The parabolic method uses this approximation to improve the current three-point pattern by replacing one of its points with an approximate optimum $\overline{x}$. Then, repeating in this way isolates an optimum for $f\left(x\right)$ in an ever-narrowing range. The steps of the parabolic method can be found in [35].

Figure 7 shows the curve of the cost function with the change of η; we can see that there is an optimal service rate η to make the cost minimized. Implementing the computer software MATLAB by the parabolic method, the error is controlled by ${10}^{-4}$. After six iterations,

Table 1. Using the parabolic method to find the optimum service rate (η) of the expected operating cost function per unit time.

No.	${\mathit{\eta }}_0$	${\mathit{\eta }}_1$	${\mathit{\eta }}_2$	$\mathit{f}\left({\mathit{\eta }}_0\right)$	$\mathit{f}\left({\mathit{\eta }}_1\right)$	$\mathit{f}\left({\mathit{\eta }}_2\right)$	$\overline{\mathit{\eta }}$	$\mathit{f}\left(\overline{\mathit{\eta }}\right)$	Tolerance
0	0.50000	$0.80000$	$1.00000$	$121.10376$	$120.74691$	121.02799	$0.76460$	120.73488	0.03540
1	0.50000	$0.76460$	$0.80000$	$121.10376$	$120.73488$	120.74691	$0.75291$	120.73370	0.01169
2	0.50000	$0.75291$	$0.76460$	$121.10376$	$120.73370$	120.73482	$0.75023$	120.73363	0.00268
3	0.50000	$0.75023$	$0.75291$	$121.10376$	$120.73363$	120.73370	$0.74938$	120.73363	0.00085
4	0.50000	$0.74938$	$0.75023$	$121.10376$	$120.73363$	120.73363	$0.74916$	120.73363	0.00021
5	0.50000	$0.74916$	$0.74938$	$121.10376$	$120.73363$	120.73363	$0.74904$	120.73363	0.00013
6	0.74904	$0.74916$	$0.74938$	$120.73363$	$120.73363$	120.73363	$0.74914$	120.73363	0.00003

shows that the minimum expected operating cost per unit time converges to the solution ${\eta }^{\ast }$ = 0.74914 with a value $f\left({\eta }^{\ast }\right)$ = 120.73363.

6. Conclusions

This paper analyzes an M/G/1 retrial G-queue with working breakdowns.

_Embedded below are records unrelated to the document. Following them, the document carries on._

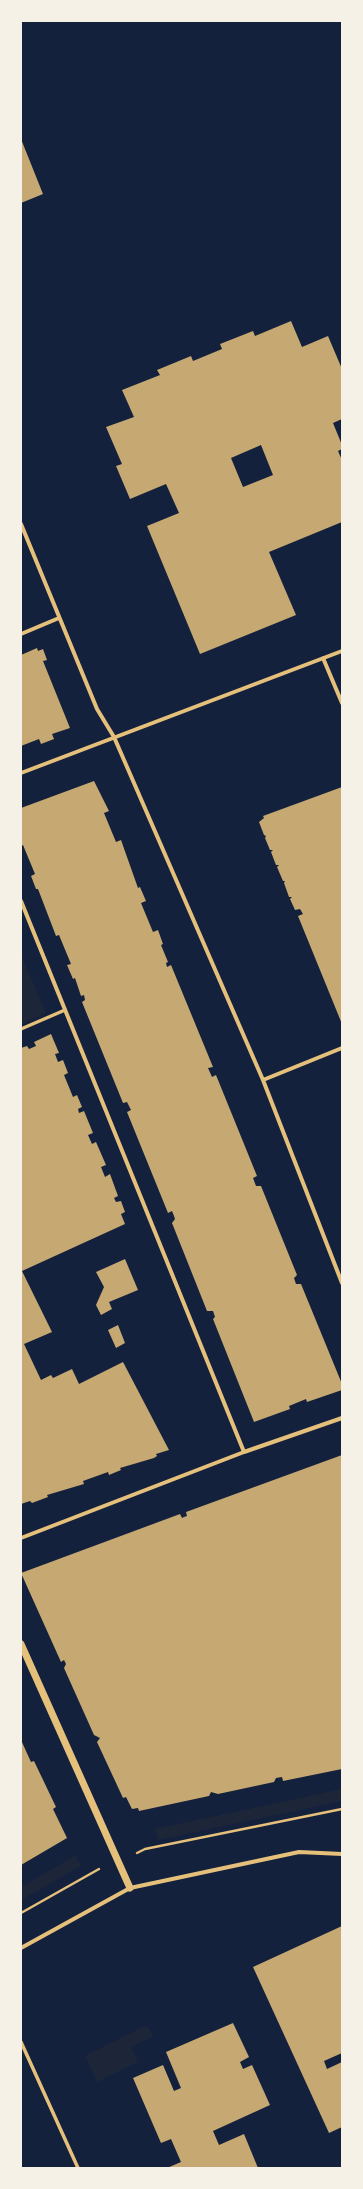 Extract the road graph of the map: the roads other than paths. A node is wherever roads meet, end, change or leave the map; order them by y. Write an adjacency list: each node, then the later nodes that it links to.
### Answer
1 (21, 524): 2 (street)
2 (59, 618): 3 (street); 7 (street)
3 (21, 634)
4 (342, 651): 5 (street)
5 (323, 658): 6 (street); 7 (street)
6 (342, 703)
7 (114, 737): 8 (street); 13 (street)
8 (21, 773)
9 (21, 901): 10 (street)
10 (65, 1010): 11 (street); 16 (street)
11 (21, 1029)
12 (342, 1048): 13 (street)
13 (263, 1080): 14 (street)
14 (342, 1283)
15 (342, 1418): 16 (street)
16 (244, 1452): 17 (street)
17 (21, 1538)
18 (21, 1644): 20 (street)
19 (342, 1854): 20 (street)
20 (130, 1888): 21 (street)
21 (21, 1948)
22 (21, 2042): 23 (street)
23 (78, 2168) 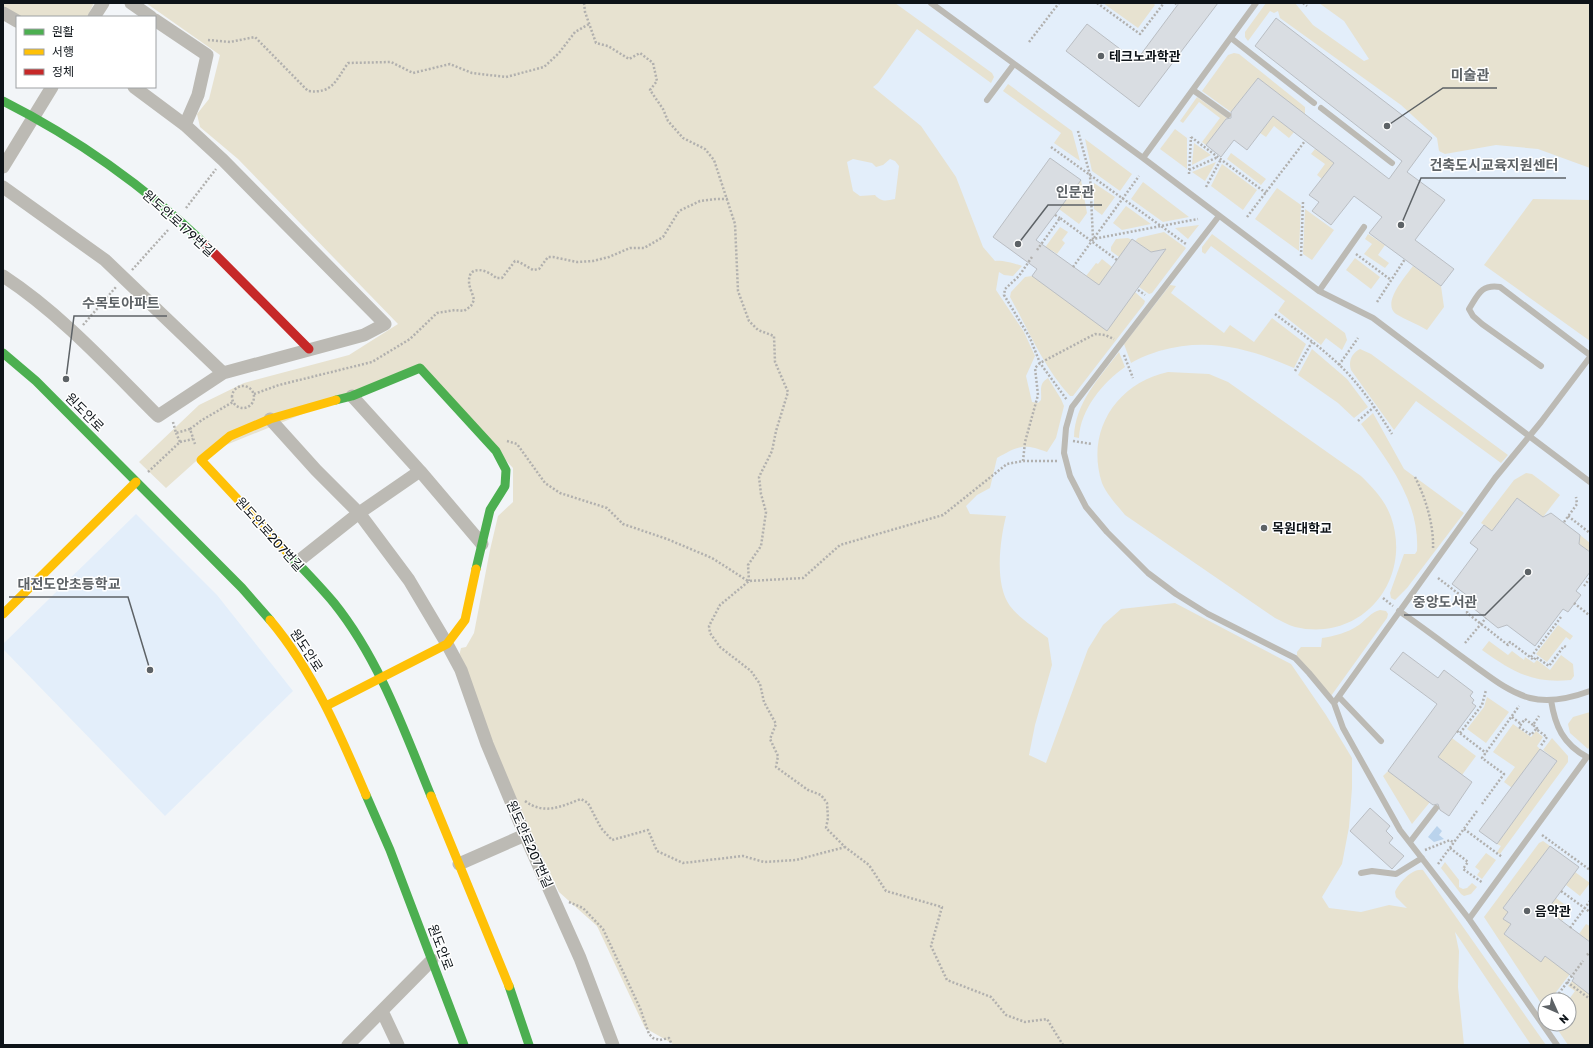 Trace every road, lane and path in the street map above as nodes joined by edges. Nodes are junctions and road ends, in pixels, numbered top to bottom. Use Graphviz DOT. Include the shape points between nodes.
graph roads {
  1 [pos="103,3"];
  2 [pos="131,3"];
  3 [pos="584,3"];
  4 [pos="931,3"];
  5 [pos="1059,3"];
  6 [pos="1097,3"];
  7 [pos="1164,3"];
  8 [pos="1256,3"];
  9 [pos="1303,3"];
  10 [pos="1307,6"];
  11 [pos="3,13"];
  12 [pos="95,16"];
  13 [pos="150,16"];
  14 [pos="16,20"];
  15 [pos="156,21"];
  16 [pos="589,24"];
  17 [pos="1231,38"];
  18 [pos="202,40"];
  19 [pos="1029,42"];
  20 [pos="1014,64"];
  21 [pos="51,88"];
  22 [pos="135,88"];
  23 [pos="1193,90"];
  24 [pos="3,100"];
  25 [pos="987,100"];
  26 [pos="1314,103"];
  27 [pos="1321,108"];
  28 [pos="1228,115"];
  29 [pos="34,116"];
  30 [pos="185,125"];
  31 [pos="1078,131"];
  32 [pos="1305,141"];
  33 [pos="1051,147"];
  34 [pos="1218,157"];
  35 [pos="1143,158"];
  36 [pos="1221,159"];
  37 [pos="1392,163"];
  38 [pos="219,166"];
  39 [pos="3,167"];
  40 [pos="1189,170"];
  41 [pos="1189,174"];
  42 [pos="1090,175"];
  43 [pos="1139,176"];
  44 [pos="3,187"];
  45 [pos="1206,187"];
  46 [pos="1266,193"];
  47 [pos="1123,198"];
  48 [pos="728,199"];
  49 [pos="1303,202"];
  50 [pos="182,212"];
  51 [pos="1055,215"];
  52 [pos="1219,216"];
  53 [pos="1247,217"];
  54 [pos="1060,218"];
  55 [pos="1198,219"];
  56 [pos="173,224"];
  57 [pos="1162,226"];
  58 [pos="1364,228"];
  59 [pos="1092,240"];
  60 [pos="1193,249"];
  61 [pos="1037,250"];
  62 [pos="1356,254"];
  63 [pos="1301,256"];
  64 [pos="1032,257"];
  65 [pos="1117,260"];
  66 [pos="1405,260"];
  67 [pos="1073,267"];
  68 [pos="131,271"];
  69 [pos="3,276"];
  70 [pos="1391,280"];
  71 [pos="121,282"];
  72 [pos="1138,290"];
  73 [pos="1319,291"];
  74 [pos="1145,296"];
  75 [pos="1377,302"];
  76 [pos="1275,314"];
  77 [pos="80,329"];
  78 [pos="1110,337"];
  79 [pos="1358,338"];
  80 [pos="1312,342"];
  81 [pos="309,349"];
  82 [pos="1123,350"];
  83 [pos="3,353"];
  84 [pos="1590,356"];
  85 [pos="1040,363"];
  86 [pos="1339,365"];
  87 [pos="1541,366"];
  88 [pos="1295,371"];
  89 [pos="224,373"];
  90 [pos="1133,378"];
  91 [pos="254,394"];
  92 [pos="352,396"];
  93 [pos="233,402"];
  94 [pos="1072,407"];
  95 [pos="1374,407"];
  96 [pos="270,419"];
  97 [pos="1358,421"];
  98 [pos="173,422"];
  99 [pos="190,429"];
  100 [pos="176,433"];
  101 [pos="1392,434"];
  102 [pos="1530,437"];
  103 [pos="193,438"];
  104 [pos="504,440"];
  105 [pos="1078,441"];
  106 [pos="180,442"];
  107 [pos="195,444"];
  108 [pos="1092,444"];
  109 [pos="1023,461"];
  110 [pos="1059,461"];
  111 [pos="420,471"];
  112 [pos="148,472"];
  113 [pos="1415,477"];
  114 [pos="136,482"];
  115 [pos="1590,482"];
  116 [pos="1576,497"];
  117 [pos="359,514"];
  118 [pos="1568,516"];
  119 [pos="1564,522"];
  120 [pos="1590,533"];
  121 [pos="482,544"];
  122 [pos="1432,556"];
  123 [pos="296,563"];
  124 [pos="1438,578"];
  125 [pos="1590,578"];
  126 [pos="749,581"];
  127 [pos="1584,586"];
  128 [pos="1574,604"];
  129 [pos="1399,611"];
  130 [pos="3,614"];
  131 [pos="1589,615"];
  132 [pos="1561,617"];
  133 [pos="1486,618"];
  134 [pos="1481,624"];
  135 [pos="1465,643"];
  136 [pos="447,644"];
  137 [pos="1566,647"];
  138 [pos="1531,657"];
  139 [pos="380,678"];
  140 [pos="1486,690"];
  141 [pos="1590,691"];
  142 [pos="1339,697"];
  143 [pos="1551,700"];
  144 [pos="1334,703"];
  145 [pos="326,706"];
  146 [pos="1519,706"];
  147 [pos="1539,716"];
  148 [pos="1512,717"];
  149 [pos="1521,724"];
  150 [pos="1533,725"];
  151 [pos="1536,729"];
  152 [pos="1549,734"];
  153 [pos="1547,737"];
  154 [pos="1381,741"];
  155 [pos="1540,747"];
  156 [pos="1486,753"];
  157 [pos="521,798"];
  158 [pos="1482,804"];
  159 [pos="1436,808"];
  160 [pos="1477,811"];
  161 [pos="1464,829"];
  162 [pos="525,835"];
  163 [pos="1542,835"];
  164 [pos="1410,842"];
  165 [pos="1454,843"];
  166 [pos="845,847"];
  167 [pos="1450,848"];
  168 [pos="1426,850"];
  169 [pos="1502,857"];
  170 [pos="1422,858"];
  171 [pos="459,864"];
  172 [pos="1437,865"];
  173 [pos="1590,870"];
  174 [pos="1361,873"];
  175 [pos="1482,883"];
  176 [pos="1561,891"];
  177 [pos="554,896"];
  178 [pos="1590,901"];
  179 [pos="1584,908"];
  180 [pos="1590,912"];
  181 [pos="1469,919"];
  182 [pos="1570,928"];
  183 [pos="1590,952"];
  184 [pos="1587,955"];
  185 [pos="432,960"];
  186 [pos="1583,961"];
  187 [pos="1567,982"];
  188 [pos="1560,992"];
  189 [pos="1590,999"];
  190 [pos="382,1011"];
  191 [pos="348,1045"];
  192 [pos="398,1045"];
  193 [pos="464,1045"];
  194 [pos="530,1045"];
  195 [pos="613,1045"];
  196 [pos="672,1045"];
  197 [pos="1063,1045"];
  198 [pos="1557,1045"];
  1 -- 12 [label="street"];
  2 -- 13 [label="street"];
  3 -- 16 [label="path"];
  4 -- 20 [label="lane"];
  5 -- 19 [label="path"];
  6 -- 7 [label="path" via="1140,34"];
  8 -- 17 [label="lane"];
  9 -- 10 [label="path"];
  11 -- 14 [label="street"];
  15 -- 30 [label="street" via="208,55 198,94"];
  16 -- 18 [label="path" via="575,32 544,67 506,77 472,73 450,64 413,73 391,62 357,62 348,63 335,84 318,92 308,91 255,37 230,42"];
  16 -- 48 [label="path" via="596,43 608,46 629,59 640,53 653,63 657,81 650,90 668,121 683,138 705,149 714,160"];
  17 -- 23 [label="lane"];
  17 -- 26 [label="lane"];
  20 -- 25 [label="lane"];
  20 -- 35 [label="lane"];
  21 -- 29 [label="street"];
  22 -- 30 [label="street"];
  23 -- 28 [label="lane"];
  23 -- 35 [label="lane"];
  24 -- 29 [label="street, 원도안로179번길"];
  27 -- 37 [label="lane"];
  29 -- 39 [label="street"];
  29 -- 81 [label="street, 원도안로179번길" via="86,148 170,212"];
  30 -- 81 [label="street" via="385,324 364,335"];
  31 -- 42 [label="path"];
  32 -- 46 [label="path"];
  33 -- 42 [label="path"];
  34 -- 36 [label="path"];
  34 -- 40 [label="path"];
  34 -- 40 [label="path" via="1191,136"];
  35 -- 52 [label="lane"];
  36 -- 45 [label="path"];
  36 -- 46 [label="path"];
  38 -- 50 [label="path"];
  40 -- 41 [label="path"];
  42 -- 47 [label="path"];
  42 -- 59 [label="path"];
  43 -- 47 [label="path"];
  44 -- 89 [label="street" via="105,260"];
  46 -- 53 [label="path"];
  47 -- 57 [label="path"];
  47 -- 59 [label="path"];
  48 -- 91 [label="path" via="700,202 679,211 663,237 644,248 630,248 593,261 577,262 548,257 539,269 533,270 515,261 502,278 496,278 482,269 474,272 469,282 474,300 464,311 437,313 410,339 372,362 279,385"];
  48 -- 126 [label="path" via="735,224 738,291 749,321 758,330 774,336 775,362 788,392 772,451 759,477 766,512 761,546 748,565"];
  49 -- 63 [label="path"];
  51 -- 54 [label="path"];
  52 -- 60 [label="lane"];
  52 -- 73 [label="lane"];
  54 -- 59 [label="path"];
  54 -- 61 [label="path"];
  55 -- 57 [label="path"];
  56 -- 68 [label="path"];
  57 -- 59 [label="path"];
  57 -- 60 [label="path"];
  58 -- 73 [label="lane"];
  59 -- 65 [label="path"];
  59 -- 67 [label="path"];
  60 -- 94 [label="lane"];
  62 -- 70 [label="path"];
  64 -- 85 [label="path" via="1004,292 1030,338"];
  66 -- 70 [label="path"];
  69 -- 89 [label="street" via="97,355 158,416"];
  70 -- 75 [label="path"];
  71 -- 77 [label="path"];
  72 -- 74 [label="path"];
  73 -- 102 [label="lane" via="1373,318"];
  76 -- 80 [label="path"];
  78 -- 85 [label="path" via="1095,334"];
  79 -- 86 [label="path"];
  80 -- 86 [label="path"];
  80 -- 88 [label="path"];
  81 -- 89 [label="street"];
  82 -- 90 [label="path"];
  83 -- 114 [label="street, 원도안로" via="36,381"];
  84 -- 87 [label="lane" via="1500,287 1490,286 1482,290 1469,309 1473,316"];
  84 -- 102 [label="lane"];
  85 -- 94 [label="path"];
  85 -- 109 [label="path" via="1035,368 1038,395"];
  86 -- 95 [label="path"];
  91 -- 93 [label="path" via="254,401 245,408 238,407"];
  91 -- 93 [label="path" via="246,386 239,387 232,394"];
  92 -- 96 [label="street, 원도안로207번길"];
  92 -- 111 [label="street"];
  92 -- 121 [label="street, 원도안로207번길" via="420,368 492,446 506,470 505,486 490,510"];
  93 -- 99 [label="path"];
  94 -- 144 [label="lane" via="1066,428 1064,453 1070,476 1086,507 1107,532 1148,573 1176,594 1249,636 1295,658"];
  95 -- 97 [label="path"];
  95 -- 101 [label="path"];
  96 -- 117 [label="street, 원도안로207번길"];
  96 -- 123 [label="street, 원도안로207번길" via="230,436 201,460"];
  98 -- 100 [label="path"];
  99 -- 100 [label="path"];
  99 -- 103 [label="path"];
  100 -- 106 [label="path"];
  102 -- 115 [label="lane"];
  102 -- 129 [label="lane" via="1495,478"];
  103 -- 106 [label="path"];
  103 -- 107 [label="path"];
  104 -- 126 [label="path" via="517,444 545,483 560,493 607,508 623,524 712,558"];
  105 -- 108 [label="path"];
  106 -- 112 [label="path"];
  109 -- 110 [label="path"];
  109 -- 126 [label="path" via="1007,464 943,514 840,545 803,578"];
  111 -- 117 [label="street"];
  111 -- 121 [label="street"];
  113 -- 122 [label="path" via="1429,517"];
  114 -- 130 [label="street"];
  114 -- 145 [label="street, 원도안로" via="242,588 273,624 300,662"];
  116 -- 118 [label="path" via="1577,504"];
  117 -- 123 [label="street"];
  117 -- 136 [label="street, 원도안로207번길" via="409,580"];
  118 -- 119 [label="path"];
  118 -- 120 [label="path"];
  121 -- 136 [label="street, 원도안로207번길" via="464,620"];
  123 -- 139 [label="street, 원도안로207번길" via="334,603"];
  124 -- 134 [label="path" via="1468,601 1467,613"];
  125 -- 127 [label="path"];
  126 -- 166 [label="path" via="720,605 709,626 710,633 720,647 751,671 760,684 764,702 776,724 770,739 778,756 776,767 808,790 820,794 827,803 826,828"];
  128 -- 131 [label="path"];
  129 -- 142 [label="lane"];
  129 -- 143 [label="lane" via="1507,688 1529,698"];
  132 -- 138 [label="path"];
  133 -- 134 [label="path"];
  134 -- 135 [label="path"];
  134 -- 138 [label="path" via="1508,645 1510,642"];
  136 -- 139 [label="street, 원도안로207번길"];
  136 -- 162 [label="street, 원도안로207번길" via="461,670 487,744"];
  137 -- 138 [label="path" via="1564,646 1549,666 1536,657 1534,660"];
  139 -- 145 [label="street, 원도안로207번길"];
  139 -- 171 [label="street, 원도안로207번길" via="401,722"];
  140 -- 156 [label="path" via="1482,705 1459,732"];
  141 -- 143 [label="lane"];
  142 -- 144 [label="lane"];
  142 -- 154 [label="lane"];
  143 -- 181 [label="lane" via="1556,726 1563,738 1587,758"];
  144 -- 164 [label="lane" via="1343,728 1400,830"];
  145 -- 185 [label="street, 원도안로" via="390,850"];
  146 -- 148 [label="path"];
  147 -- 150 [label="path"];
  148 -- 149 [label="path"];
  148 -- 156 [label="path"];
  149 -- 150 [label="path" via="1525,719"];
  149 -- 151 [label="path" via="1519,727 1531,736"];
  150 -- 151 [label="path"];
  151 -- 153 [label="path"];
  152 -- 153 [label="path"];
  153 -- 155 [label="path"];
  156 -- 158 [label="path" via="1482,758 1504,774"];
  157 -- 166 [label="path" via="530,804 553,810 580,799 588,803 612,840 648,830 657,850 683,862 743,856 764,862 796,860"];
  159 -- 164 [label="lane"];
  160 -- 161 [label="path"];
  161 -- 165 [label="path"];
  161 -- 169 [label="path"];
  162 -- 171 [label="street"];
  162 -- 177 [label="street, 원도안로207번길"];
  163 -- 173 [label="path"];
  164 -- 170 [label="lane"];
  165 -- 167 [label="path"];
  165 -- 168 [label="path" via="1450,840"];
  166 -- 197 [label="path" via="869,865 886,891 942,907 931,946 947,980 991,997 1006,1014 1025,1022 1047,1019"];
  167 -- 172 [label="path"];
  167 -- 175 [label="path" via="1468,862 1463,869"];
  170 -- 174 [label="lane" via="1396,874"];
  170 -- 181 [label="lane"];
  171 -- 194 [label="street, 원도안로207번길"];
  176 -- 179 [label="path"];
  177 -- 195 [label="street, 원도안로207번길"];
  177 -- 196 [label="path" via="582,908 603,929 640,1008 649,1034 660,1040 669,1038"];
  178 -- 179 [label="path"];
  179 -- 180 [label="path"];
  179 -- 182 [label="path"];
  181 -- 198 [label="lane"];
  183 -- 184 [label="path"];
  185 -- 190 [label="street"];
  185 -- 193 [label="street, 원도안로"];
  186 -- 187 [label="path"];
  187 -- 188 [label="path"];
  187 -- 189 [label="path"];
  190 -- 191 [label="street"];
  190 -- 192 [label="street"];
}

During the breakdown period, the service still continues at a lower rate. Using the embedded Markov chain, we obtain the condition of stability. The supplementary variable technique is employed to discuss the probability generating function of the number of customers in the retrial orbit. Moreover, the effect of various parameters on the system performance measures are examined numerically. Under the stable condition, a cost minimization problem is considered. The novelty of this investigation is the introduction of working breakdowns to an M/G/1 retrial queue. For a future study, one can extend this model to an M${}^X$/G/1 queue.